Oleh: Nesty Laila Sari

Siswa korban perundungan atau bullying di Tangerang Selatan, MH (13), meninggal dunia setelah sepekan dirawat di Rumah Sakit Fatmawati, Jakarta Selatan. (CNN Indonesia)

Informasi meninggalnya korban bullying itu dibenarkan oleh kuasa hukum keluarga, Alvian Adji Nugroho. “Pada pukul enam pagi, keluarga yang ada di rumah mendapat kabar dari paman korban yang berada di rumah sakit,” ujar Alvian, Minggu (16/11). Setelah mendapat laporan tersebut, pihak keluarga langsung menuju RS Fatmawati untuk menjemput jenazah korban.

Peristiwa itu terjadi di SMP negeri di Tangerang Selatan pada 20 Oktober 2025, di ruang sekolah saat hendak jam istirahat. Saat itu korban dipukul menggunakan bangku besi di bagian kepala. Setelah kejadian itu, pada Selasa (21/10) korban mulai mengeluh rasa sakit akibat kejadian tersebut. Saat pihak keluarga melakukan proses perdamaian, ternyata korban mengaku sudah sering menerima bullying, mulai dari dipukul hingga ditendang.

Kakak korban, Rizki, menyebut adiknya sempat dirawat di salah satu rumah sakit swasta di Kota Tangsel karena kondisinya semakin parah. Ia kemudian dirujuk ke RS Fatmawati, Jakarta Selatan. Sementara itu, Kepala Dinas Pendidikan dan Kebudayaan (Dindikbud) Tangsel, Deden Deni, mengatakan pihaknya sudah memediasi orang tua korban dan terduga pelaku. “Masing-masing orang tua sudah bertemu dengan pihak sekolah,” katanya.

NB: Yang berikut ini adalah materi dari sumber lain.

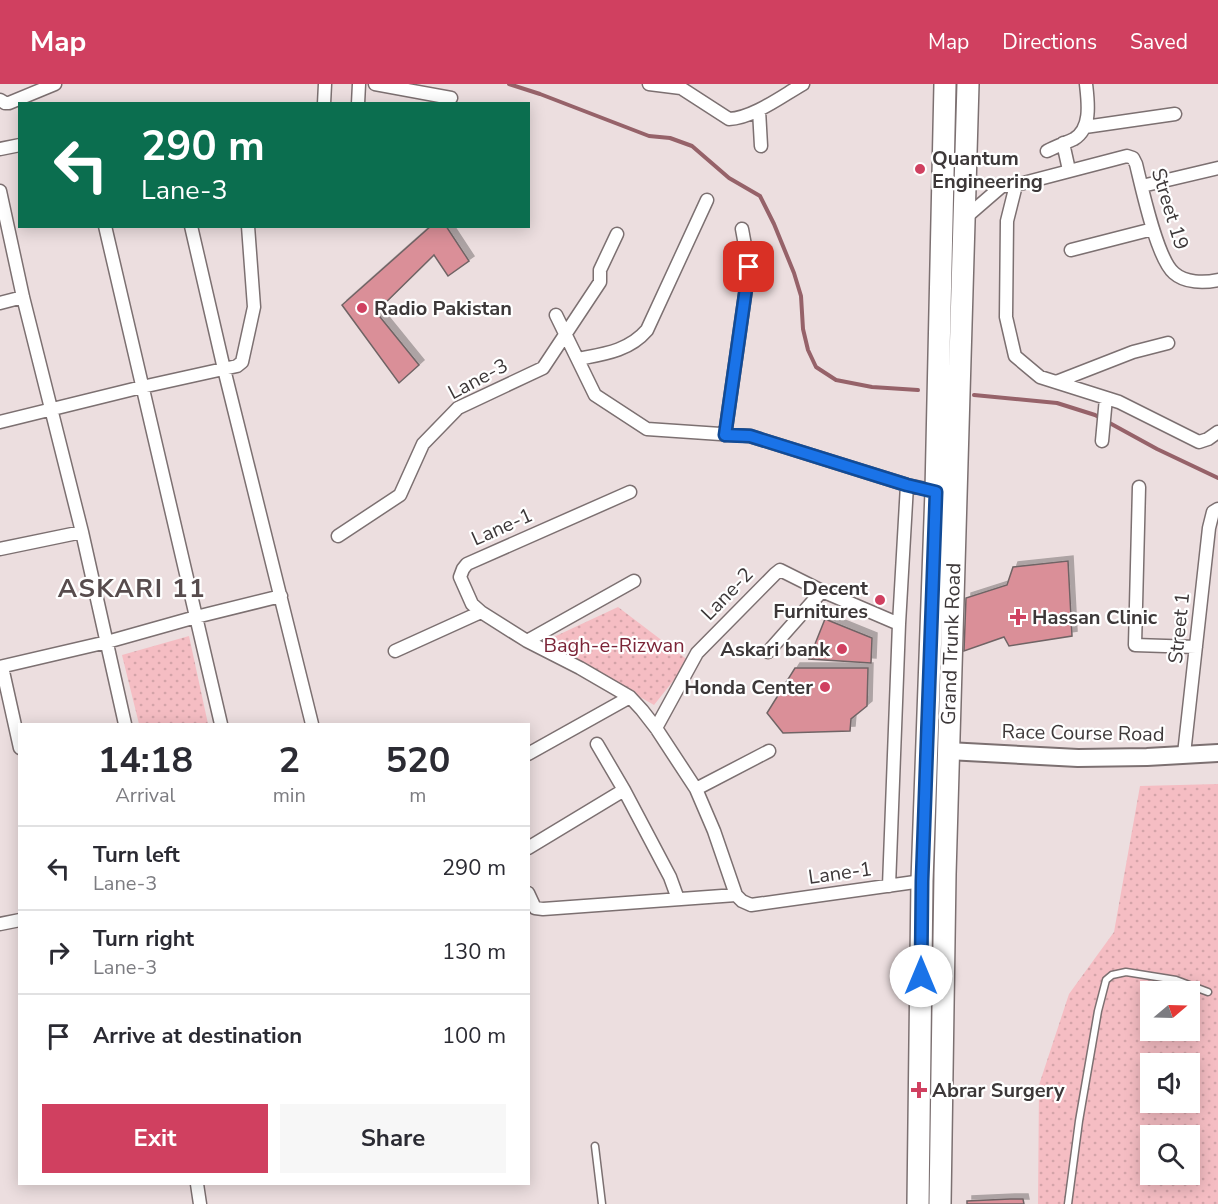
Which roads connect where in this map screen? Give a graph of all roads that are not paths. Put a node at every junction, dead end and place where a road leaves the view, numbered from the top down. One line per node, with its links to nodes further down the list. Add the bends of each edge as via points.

Semakin maraknya bullying hingga berujung hilangnya nyawa terus berulang karena tidak adanya tindakan lanjut terhadap pelaku, termasuk sanksi dari sekolah yang mampu memberikan efek jera. Faktor penyebab lainnya adalah pengaruh media sosial yang memperparah aksi bullying, bahkan menjadikannya candaan. Hal ini menunjukkan terjadinya krisis adab dan hilangnya fungsi pendidikan.

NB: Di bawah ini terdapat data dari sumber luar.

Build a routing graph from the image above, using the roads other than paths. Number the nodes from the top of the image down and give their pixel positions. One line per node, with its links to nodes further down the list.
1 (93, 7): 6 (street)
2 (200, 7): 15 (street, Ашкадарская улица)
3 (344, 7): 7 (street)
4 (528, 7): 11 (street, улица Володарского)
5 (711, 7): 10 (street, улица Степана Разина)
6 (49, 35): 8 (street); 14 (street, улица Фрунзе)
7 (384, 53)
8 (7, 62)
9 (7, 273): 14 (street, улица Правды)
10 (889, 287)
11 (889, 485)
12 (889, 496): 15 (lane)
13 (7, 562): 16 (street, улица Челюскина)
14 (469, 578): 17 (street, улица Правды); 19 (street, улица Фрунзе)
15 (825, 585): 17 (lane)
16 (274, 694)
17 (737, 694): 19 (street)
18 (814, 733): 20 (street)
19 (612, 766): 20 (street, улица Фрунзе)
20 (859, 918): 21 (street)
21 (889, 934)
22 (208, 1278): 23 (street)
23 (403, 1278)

Ini juga menunjukkan adanya masalah serius pada kepribadian generasi saat ini. Kepribadian yang rapuh merupakan hasil dari pendidikan yang terpengaruh  kapitalisme-sekuler, yaitu sistem yang memisahkan agama dari kehidupan.

Sistem ini terbukti gagal membentuk kepribadian remaja saat ini. Sistem sekuler hanya membuat generasi fokus mengejar prestasi fisik, sekaligus mengabaikan pengajaran agama dalam arti sesungguhnya. Agama dalam sistem sekuler hanya dijadikan teori tanpa aktualisasi; hanya sekadar diketahui sebagai pelengkap sehingga tidak memiliki pengaruh signifikan dalam pembentukan karakter generasi.

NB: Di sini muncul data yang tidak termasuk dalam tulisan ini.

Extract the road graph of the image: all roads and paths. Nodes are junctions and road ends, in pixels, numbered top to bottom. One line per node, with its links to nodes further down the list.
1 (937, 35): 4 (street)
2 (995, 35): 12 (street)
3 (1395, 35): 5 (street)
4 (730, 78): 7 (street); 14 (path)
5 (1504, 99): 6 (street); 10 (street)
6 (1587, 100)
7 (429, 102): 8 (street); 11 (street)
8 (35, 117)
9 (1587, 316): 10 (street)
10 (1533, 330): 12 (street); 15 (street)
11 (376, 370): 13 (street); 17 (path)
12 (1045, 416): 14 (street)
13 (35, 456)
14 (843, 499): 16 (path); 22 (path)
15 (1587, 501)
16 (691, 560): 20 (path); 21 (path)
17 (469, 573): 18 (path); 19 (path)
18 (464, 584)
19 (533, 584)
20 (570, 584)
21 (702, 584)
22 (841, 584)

Di sisi lain, paradigma batas usia anak di Indonesia juga memengaruhi cara menerapkan sanksi dan solusi masalah. Indonesia yang berkiblat pada pandangan Barat menganggap seseorang dewasa pada usia 18 tahun. Paradigma ini menyebabkan anak yang sudah balig diperlakukan sebagai anak-anak, padahal mereka sudah dapat dibentuk menjadi generasi tangguh dengan pola pikir Islam. Sebaliknya, mereka justru tumbuh sebagai generasi rapuh dengan pola pikir sekuler.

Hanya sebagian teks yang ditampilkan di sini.